Login or purchase this course to watch this video and the rest of the course contents.
0:00 Another useful feature of by testes parameterization. You can use it when you want to test some code with different inputs.
0:09 Let's continue our example with the online shop. You want to test that adding different numbers of item to the cart will result in
0:16 the correct cart size. So we have a first test where we add one booked the cart and we want to make sure that the card size is equal to one
0:25 Then we try to add 10 books, and then we would expect to have 10 items in the cart.
0:31 And then we also want to check that when we have a malicious user that tries to add minus one item to the cart.
0:38 Our cart is empty, so all those three test looks very similar. The only difference is the number of items and expected cart size.
0:46 We can use pytest parameterization to extract those two variables into a fixture and turn those three tests into one test.
0:55 So, let's do that. First we have to create parametrize Fixture. The first parameter is the number of arguments that we will use in the function.
1:07 I will explain that a bit later, so we have two variable things, the number of items in the order and the cart size. Then we pass a list of tupples.
1:24 Those tupples will be assigned to those parameters that we just specified. So in one test we want to see that adding one item to the cart results
1:33 in a expected card size of one, the same for 10 items and adding -1 results in the current size of 0.
1:47 So now let's just modify this test and let's call it add_items_to_cart and
1:52 it should accept those two parameters as arguments and now we can take them and use them in our function. If we run pytest on this file,
2:10 pytest will create three different tests and each time, It will replace the number of items and expected cart size with the values from the
2:19 tupples in the list above. Since I don't have the code for cart written, I made another simple example with the calculator.
2:27 So here we are, just making sure that adding numbers in Python works correctly. So we have three arguments left,
2:34 right and output, and first we want to check that adding 1 + 1 = 2 that adding 10 + 100 is 110. and so on. So this file,
2:44 we can actually run with pytest. And as you can see, we have four tests.

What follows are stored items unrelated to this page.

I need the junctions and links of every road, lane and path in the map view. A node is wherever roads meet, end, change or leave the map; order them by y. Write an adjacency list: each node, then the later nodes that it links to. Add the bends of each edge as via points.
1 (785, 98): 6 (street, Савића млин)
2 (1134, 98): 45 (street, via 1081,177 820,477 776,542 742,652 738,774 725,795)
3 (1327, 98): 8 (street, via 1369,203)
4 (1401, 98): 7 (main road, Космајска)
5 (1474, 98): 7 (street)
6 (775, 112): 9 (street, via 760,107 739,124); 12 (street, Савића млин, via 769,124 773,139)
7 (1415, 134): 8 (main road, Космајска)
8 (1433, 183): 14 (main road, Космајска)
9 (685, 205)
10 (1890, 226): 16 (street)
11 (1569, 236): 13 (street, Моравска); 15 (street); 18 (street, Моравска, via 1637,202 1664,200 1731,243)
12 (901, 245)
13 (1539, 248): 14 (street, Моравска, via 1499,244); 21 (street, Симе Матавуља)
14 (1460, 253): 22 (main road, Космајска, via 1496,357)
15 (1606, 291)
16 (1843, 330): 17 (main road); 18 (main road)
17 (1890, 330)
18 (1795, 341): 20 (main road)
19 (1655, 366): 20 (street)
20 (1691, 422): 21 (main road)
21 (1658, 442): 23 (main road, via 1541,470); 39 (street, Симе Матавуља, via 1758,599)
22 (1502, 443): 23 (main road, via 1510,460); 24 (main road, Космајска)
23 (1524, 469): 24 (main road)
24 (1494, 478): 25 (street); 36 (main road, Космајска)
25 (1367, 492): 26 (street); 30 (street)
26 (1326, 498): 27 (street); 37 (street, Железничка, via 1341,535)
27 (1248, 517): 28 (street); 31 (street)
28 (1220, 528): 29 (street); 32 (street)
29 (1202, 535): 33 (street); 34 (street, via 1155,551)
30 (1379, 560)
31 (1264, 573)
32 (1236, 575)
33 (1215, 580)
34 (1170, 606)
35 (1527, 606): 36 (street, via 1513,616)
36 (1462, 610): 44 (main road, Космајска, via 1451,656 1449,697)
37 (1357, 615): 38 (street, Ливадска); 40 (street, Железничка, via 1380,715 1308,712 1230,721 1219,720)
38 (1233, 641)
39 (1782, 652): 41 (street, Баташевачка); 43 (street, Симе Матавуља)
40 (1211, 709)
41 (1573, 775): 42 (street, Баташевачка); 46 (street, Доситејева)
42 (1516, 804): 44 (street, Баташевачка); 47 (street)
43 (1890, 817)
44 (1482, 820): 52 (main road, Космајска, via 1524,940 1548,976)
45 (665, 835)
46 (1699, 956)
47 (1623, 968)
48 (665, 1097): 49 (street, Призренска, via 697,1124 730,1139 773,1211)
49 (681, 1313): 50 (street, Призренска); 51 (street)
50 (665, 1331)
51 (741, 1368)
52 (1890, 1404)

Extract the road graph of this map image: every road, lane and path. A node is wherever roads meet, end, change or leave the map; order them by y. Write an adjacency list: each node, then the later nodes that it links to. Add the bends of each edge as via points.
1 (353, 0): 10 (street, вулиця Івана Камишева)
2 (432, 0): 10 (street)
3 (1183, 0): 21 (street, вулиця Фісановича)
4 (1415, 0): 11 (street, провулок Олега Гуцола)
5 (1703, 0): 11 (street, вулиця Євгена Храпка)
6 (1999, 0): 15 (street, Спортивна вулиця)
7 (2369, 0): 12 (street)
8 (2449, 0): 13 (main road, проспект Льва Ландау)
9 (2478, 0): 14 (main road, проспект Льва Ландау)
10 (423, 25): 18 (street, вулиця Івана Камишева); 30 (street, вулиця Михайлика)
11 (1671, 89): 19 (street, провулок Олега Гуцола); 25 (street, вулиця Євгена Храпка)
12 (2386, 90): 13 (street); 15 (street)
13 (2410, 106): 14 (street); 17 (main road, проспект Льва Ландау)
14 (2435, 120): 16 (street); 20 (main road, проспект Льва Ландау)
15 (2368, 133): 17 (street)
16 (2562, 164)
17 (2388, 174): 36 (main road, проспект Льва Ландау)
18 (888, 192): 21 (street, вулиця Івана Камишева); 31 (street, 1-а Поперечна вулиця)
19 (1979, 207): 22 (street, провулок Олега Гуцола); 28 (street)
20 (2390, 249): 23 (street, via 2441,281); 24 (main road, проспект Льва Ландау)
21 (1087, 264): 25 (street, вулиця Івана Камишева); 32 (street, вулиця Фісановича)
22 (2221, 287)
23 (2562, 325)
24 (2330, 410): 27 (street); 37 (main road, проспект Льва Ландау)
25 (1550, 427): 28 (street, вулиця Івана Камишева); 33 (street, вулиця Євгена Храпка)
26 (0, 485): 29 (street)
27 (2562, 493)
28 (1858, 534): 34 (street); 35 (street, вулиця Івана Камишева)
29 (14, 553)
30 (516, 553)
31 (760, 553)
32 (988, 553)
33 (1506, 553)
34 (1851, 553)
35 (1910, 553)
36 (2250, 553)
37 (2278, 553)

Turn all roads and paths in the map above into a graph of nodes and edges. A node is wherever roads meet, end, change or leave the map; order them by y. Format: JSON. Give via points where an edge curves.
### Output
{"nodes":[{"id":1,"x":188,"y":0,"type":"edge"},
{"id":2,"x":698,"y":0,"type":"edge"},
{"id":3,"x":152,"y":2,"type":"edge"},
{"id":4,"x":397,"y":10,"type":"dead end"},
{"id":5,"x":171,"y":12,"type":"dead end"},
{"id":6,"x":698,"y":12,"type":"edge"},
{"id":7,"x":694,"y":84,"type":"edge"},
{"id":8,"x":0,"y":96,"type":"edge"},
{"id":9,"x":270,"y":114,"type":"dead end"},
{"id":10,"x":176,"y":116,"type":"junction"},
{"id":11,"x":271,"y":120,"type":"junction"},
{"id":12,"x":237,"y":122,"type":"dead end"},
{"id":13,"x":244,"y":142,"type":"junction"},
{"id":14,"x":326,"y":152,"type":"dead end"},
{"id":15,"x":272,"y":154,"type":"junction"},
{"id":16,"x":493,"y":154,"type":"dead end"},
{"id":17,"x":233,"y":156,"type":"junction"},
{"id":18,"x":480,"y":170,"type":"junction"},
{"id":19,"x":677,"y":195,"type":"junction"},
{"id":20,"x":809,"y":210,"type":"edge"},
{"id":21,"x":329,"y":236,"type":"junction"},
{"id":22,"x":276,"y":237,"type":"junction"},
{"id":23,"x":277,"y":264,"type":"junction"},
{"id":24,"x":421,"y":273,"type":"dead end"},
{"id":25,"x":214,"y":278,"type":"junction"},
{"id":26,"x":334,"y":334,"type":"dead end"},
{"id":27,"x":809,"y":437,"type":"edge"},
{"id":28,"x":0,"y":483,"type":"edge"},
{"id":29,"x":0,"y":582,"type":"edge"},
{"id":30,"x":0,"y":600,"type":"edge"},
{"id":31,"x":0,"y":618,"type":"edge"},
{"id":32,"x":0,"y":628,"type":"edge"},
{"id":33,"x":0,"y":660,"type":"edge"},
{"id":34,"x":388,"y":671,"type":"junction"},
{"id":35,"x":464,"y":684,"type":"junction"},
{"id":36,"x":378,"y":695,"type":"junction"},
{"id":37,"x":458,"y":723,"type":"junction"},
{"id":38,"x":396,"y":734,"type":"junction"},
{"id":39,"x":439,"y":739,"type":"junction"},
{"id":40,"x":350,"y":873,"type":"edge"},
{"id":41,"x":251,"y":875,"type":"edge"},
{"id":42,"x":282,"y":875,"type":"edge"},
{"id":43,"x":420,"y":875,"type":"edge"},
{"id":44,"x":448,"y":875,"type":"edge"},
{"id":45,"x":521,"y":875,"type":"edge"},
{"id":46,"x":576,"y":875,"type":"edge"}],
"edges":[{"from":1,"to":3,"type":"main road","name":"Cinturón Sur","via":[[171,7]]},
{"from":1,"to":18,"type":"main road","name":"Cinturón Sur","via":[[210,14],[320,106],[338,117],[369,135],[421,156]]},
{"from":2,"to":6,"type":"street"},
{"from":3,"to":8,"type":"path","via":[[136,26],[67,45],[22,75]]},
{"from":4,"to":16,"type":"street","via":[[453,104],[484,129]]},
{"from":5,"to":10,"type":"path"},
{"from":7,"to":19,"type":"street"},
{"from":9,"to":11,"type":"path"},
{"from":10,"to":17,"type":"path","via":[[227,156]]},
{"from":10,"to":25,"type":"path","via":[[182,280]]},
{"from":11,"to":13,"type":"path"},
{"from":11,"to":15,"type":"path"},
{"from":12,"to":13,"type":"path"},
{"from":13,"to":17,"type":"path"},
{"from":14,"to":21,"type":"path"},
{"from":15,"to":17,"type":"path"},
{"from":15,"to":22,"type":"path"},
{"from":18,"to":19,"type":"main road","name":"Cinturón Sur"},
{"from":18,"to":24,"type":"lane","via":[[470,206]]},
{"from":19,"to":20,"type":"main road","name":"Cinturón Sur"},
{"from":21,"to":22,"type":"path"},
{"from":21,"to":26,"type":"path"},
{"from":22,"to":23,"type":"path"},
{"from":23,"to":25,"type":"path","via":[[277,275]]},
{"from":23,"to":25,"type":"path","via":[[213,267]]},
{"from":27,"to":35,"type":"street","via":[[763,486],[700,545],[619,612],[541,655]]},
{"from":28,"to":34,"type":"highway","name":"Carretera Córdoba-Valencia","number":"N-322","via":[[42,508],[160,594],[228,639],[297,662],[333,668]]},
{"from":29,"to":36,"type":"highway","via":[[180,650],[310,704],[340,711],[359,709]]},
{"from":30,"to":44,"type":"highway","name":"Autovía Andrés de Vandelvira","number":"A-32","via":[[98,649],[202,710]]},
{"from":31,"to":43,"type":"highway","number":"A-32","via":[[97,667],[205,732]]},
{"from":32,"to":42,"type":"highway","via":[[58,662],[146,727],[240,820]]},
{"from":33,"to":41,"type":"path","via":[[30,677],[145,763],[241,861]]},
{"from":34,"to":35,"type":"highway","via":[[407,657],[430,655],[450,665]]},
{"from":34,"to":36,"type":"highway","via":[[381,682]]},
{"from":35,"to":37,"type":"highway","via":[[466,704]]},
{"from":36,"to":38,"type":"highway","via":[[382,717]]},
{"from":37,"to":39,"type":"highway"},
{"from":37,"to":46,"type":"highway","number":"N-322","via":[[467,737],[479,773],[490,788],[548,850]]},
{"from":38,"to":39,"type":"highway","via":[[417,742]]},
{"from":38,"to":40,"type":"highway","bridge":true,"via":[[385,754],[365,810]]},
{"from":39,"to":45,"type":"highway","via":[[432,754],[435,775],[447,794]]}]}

2:53 The output from pytest looks different than before because we created this pyproject.toml there
2:59 We have specified that we want to have a different output using this -array and -q parameters. So let's see what happens if one of those parameters is
3:11 incorrect. As you can see, we have three tests that passed and one that failed,
3:20 and pytest is actually adding the values from the parametrize fixture in the square brackets here
3:27 so we can see that we have a failing test pytest other numbers with parameters -10 --10 --10. So we know it's this guy that's failing.